▶ **DATA TO PROCESS**
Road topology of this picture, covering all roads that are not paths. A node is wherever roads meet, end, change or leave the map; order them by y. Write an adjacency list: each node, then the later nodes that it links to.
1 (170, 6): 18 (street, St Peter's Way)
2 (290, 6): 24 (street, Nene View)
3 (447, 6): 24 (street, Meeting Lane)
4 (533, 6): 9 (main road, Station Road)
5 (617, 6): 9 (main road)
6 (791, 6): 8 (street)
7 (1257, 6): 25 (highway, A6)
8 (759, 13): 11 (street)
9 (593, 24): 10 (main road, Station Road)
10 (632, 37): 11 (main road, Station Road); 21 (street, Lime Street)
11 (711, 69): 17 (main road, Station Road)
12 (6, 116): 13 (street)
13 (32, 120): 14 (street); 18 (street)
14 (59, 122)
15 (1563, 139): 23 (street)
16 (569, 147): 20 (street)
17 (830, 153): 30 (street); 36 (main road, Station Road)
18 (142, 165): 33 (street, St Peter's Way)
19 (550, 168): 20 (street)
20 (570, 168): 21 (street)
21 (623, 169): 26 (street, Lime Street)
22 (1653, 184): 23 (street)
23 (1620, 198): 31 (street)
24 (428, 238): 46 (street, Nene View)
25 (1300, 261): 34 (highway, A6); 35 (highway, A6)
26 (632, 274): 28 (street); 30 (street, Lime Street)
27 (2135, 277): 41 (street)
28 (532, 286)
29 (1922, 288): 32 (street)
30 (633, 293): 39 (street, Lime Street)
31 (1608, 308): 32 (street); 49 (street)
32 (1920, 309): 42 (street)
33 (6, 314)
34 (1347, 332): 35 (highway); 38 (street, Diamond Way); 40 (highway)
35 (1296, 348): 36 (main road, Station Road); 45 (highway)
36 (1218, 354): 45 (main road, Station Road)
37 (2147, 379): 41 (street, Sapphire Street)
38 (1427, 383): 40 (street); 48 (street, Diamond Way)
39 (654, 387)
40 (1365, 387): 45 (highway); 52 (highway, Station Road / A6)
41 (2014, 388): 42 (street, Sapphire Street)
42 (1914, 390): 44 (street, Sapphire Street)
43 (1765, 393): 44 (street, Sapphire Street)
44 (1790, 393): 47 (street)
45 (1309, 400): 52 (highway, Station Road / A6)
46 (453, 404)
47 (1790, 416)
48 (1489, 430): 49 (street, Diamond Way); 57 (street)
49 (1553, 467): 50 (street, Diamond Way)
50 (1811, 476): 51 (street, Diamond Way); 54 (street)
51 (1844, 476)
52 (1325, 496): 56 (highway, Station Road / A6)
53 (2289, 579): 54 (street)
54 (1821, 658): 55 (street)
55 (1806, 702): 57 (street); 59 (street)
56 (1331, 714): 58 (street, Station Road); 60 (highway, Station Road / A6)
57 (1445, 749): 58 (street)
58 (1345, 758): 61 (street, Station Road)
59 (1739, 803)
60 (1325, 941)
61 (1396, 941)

▶ **WHAT YOU NEED TO DO**
Across the records above, show each line containing the word "Lime".

▶ **ANSWER SPACE**
10 (632, 37): 11 (main road, Station Road); 21 (street, Lime Street)
21 (623, 169): 26 (street, Lime Street)
26 (632, 274): 28 (street); 30 (street, Lime Street)
30 (633, 293): 39 (street, Lime Street)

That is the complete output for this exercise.